School Social Workers and RTI/PBIS Roles: Rich Opportunities to Engage, but Strong Barriers to Implementation in Actual Practice
Given the emphasis in both RTI and PBIS on the prevention of student academic or behavioral problems, it is understandable to expect that school social workers would naturally gravitate to promoting RTI and PBIS in their schools (Kelly, 2008; Sabatino, 2009). In many ways, the core ideas of early intervention, parental involvement, teacher consultation, and whole-school interventions evoke memories of school social work’s early years in the twentieth century and may in some ways enable school social workers to return to their core mission of linking schools and families in a common purpose of improving student school performance (Kelly, 2008; Massat et al., 2008). However, recent survey data indicate that although many school social workers say they would like to be involved in RTI- and PBIS-style prevention work in their schools, they often experience overwhelming caseloads, day-to-day school crises, and crushing paperwork demands that limit their ability to be involved in Tier 1 and Tier 2 levels with students (Kelly, Berzin, et al., 2010; Kelly, Frey, et al., 2010). Additionally, although they might seem well suited to assume leadership roles as RTI and PBIS team facilitators, recent survey data indicate that many are not becoming RTI or PBIS leaders and some are not even fully included in their school’s prevention work because these roles are being assumed by other school mental-health practitioners (for example, school psychologists, school counselors, and school nurses) (Kelly, 2008; Kelly & Lueck, 2010). Addressing barriers that school social workers face in becoming more involved with RTI and PBIS in their schools is a policy and practice focus at state and national school social-work organization levels (including the National Association of Social Work’s School Social Work Section), and the challenge of how to involve school social workers more fully in RTI and PBIS work going forward will be one of the major challenges of the this decade (Frey et al., 2012; Kelly, Frey, & Anderson-Butcher, 2011).
As described in this entry, RTI and PBIS are frameworks for intervention, not specific interventions in and of themselves.
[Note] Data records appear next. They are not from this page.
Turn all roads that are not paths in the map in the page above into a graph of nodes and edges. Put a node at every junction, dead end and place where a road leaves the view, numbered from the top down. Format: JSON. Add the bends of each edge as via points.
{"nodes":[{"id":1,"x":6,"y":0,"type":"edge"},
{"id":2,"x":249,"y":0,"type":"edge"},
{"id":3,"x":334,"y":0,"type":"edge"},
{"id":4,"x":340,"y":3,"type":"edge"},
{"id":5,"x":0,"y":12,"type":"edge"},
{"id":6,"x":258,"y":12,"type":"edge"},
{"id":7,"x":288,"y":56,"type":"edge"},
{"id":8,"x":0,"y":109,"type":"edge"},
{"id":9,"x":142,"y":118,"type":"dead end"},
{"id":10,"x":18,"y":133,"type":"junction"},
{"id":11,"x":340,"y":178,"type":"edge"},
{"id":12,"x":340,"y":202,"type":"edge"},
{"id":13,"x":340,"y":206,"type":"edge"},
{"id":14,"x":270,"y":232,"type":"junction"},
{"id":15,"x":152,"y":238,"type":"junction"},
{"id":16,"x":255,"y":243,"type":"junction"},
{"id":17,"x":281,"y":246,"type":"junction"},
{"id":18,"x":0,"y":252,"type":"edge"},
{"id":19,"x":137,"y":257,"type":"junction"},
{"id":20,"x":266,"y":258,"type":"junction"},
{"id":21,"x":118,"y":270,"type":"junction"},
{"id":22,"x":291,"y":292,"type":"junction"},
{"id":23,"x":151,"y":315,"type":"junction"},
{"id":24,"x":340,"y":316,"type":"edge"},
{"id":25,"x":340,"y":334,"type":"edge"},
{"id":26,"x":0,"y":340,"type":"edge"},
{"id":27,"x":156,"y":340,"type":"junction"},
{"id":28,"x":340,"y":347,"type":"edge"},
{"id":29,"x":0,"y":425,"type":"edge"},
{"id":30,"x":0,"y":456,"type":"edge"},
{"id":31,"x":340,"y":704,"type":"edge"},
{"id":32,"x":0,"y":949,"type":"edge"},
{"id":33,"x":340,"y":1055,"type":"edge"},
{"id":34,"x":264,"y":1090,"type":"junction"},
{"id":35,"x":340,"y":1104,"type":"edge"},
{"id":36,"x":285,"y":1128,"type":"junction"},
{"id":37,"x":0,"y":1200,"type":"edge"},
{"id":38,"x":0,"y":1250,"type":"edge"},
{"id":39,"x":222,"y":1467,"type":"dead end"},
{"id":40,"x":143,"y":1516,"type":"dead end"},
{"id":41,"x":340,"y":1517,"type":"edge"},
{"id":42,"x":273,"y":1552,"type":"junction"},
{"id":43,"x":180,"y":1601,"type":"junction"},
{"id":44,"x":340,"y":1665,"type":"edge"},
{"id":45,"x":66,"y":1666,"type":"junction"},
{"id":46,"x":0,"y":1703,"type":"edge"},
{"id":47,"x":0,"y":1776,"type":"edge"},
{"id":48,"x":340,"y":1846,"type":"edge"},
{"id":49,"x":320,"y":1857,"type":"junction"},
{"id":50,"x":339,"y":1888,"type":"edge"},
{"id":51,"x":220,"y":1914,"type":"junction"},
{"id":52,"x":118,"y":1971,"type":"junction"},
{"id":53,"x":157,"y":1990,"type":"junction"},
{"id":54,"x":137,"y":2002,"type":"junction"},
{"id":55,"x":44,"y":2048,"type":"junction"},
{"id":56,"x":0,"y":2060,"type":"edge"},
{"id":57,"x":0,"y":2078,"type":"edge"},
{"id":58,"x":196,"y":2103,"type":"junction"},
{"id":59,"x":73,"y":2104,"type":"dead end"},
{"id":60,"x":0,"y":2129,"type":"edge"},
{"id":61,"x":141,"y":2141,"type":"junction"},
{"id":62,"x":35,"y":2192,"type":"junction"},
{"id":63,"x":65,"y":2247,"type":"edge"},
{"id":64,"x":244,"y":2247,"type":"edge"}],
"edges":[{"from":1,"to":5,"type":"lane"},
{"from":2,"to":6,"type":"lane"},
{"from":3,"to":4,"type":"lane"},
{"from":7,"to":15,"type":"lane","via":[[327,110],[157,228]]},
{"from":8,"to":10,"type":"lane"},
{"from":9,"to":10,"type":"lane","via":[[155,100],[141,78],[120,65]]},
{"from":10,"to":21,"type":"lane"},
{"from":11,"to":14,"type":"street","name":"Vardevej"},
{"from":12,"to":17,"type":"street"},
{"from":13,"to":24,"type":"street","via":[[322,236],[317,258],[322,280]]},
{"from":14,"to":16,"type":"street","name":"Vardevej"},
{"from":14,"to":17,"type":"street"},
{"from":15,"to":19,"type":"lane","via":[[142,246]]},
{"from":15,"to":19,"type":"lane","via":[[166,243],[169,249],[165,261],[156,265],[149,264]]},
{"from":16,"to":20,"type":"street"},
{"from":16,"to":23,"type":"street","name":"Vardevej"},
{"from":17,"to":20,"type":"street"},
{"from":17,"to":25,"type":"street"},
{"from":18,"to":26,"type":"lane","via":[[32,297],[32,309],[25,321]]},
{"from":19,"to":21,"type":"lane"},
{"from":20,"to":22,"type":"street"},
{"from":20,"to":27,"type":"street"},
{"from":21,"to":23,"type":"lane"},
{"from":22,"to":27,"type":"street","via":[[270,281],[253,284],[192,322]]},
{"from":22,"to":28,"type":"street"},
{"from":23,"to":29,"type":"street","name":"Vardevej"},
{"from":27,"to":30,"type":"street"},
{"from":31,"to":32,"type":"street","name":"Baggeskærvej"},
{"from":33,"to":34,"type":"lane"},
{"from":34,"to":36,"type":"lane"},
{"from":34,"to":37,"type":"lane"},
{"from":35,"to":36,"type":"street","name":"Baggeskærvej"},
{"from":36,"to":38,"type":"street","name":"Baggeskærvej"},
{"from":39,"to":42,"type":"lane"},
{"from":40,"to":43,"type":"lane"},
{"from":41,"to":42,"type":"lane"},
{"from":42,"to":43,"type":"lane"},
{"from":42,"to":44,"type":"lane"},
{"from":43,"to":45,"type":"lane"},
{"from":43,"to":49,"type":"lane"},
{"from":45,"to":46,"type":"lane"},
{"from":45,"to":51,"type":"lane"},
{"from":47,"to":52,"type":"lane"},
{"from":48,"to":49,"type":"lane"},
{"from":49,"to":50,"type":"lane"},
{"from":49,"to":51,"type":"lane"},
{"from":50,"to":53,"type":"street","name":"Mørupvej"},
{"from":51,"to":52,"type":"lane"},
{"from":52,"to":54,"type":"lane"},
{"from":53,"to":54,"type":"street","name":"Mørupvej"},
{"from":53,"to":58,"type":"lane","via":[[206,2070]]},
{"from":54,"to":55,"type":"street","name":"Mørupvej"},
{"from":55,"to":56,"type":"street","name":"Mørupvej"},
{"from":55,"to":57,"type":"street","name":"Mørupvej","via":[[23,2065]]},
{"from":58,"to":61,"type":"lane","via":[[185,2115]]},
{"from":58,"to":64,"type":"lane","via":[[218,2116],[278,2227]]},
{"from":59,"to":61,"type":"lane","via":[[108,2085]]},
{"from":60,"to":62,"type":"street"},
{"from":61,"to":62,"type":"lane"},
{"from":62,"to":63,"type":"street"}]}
They are rooted in public-health ideas of primary prevention and they have been shown in some research literature to improve student academic performance and reduce behavior problems in schools. RTI has become embedded in federal and state educational policy as a prereferral framework for schools to consider when looking at students who are struggling academically, and it is likely that RTI and PBIS will continue to be used by many school districts eager to find alternatives to traditional special education and discipline procedures as means to help students with academic and behavioral challenges. School social workers have historically operated with a practice philosophy that is highly compatible with RTI and PBIS concepts, but high caseloads, role definition, and other barriers continue to impede some school social workers from adding RTI and PBIS work fully to their twenty-first-century practice repertoire.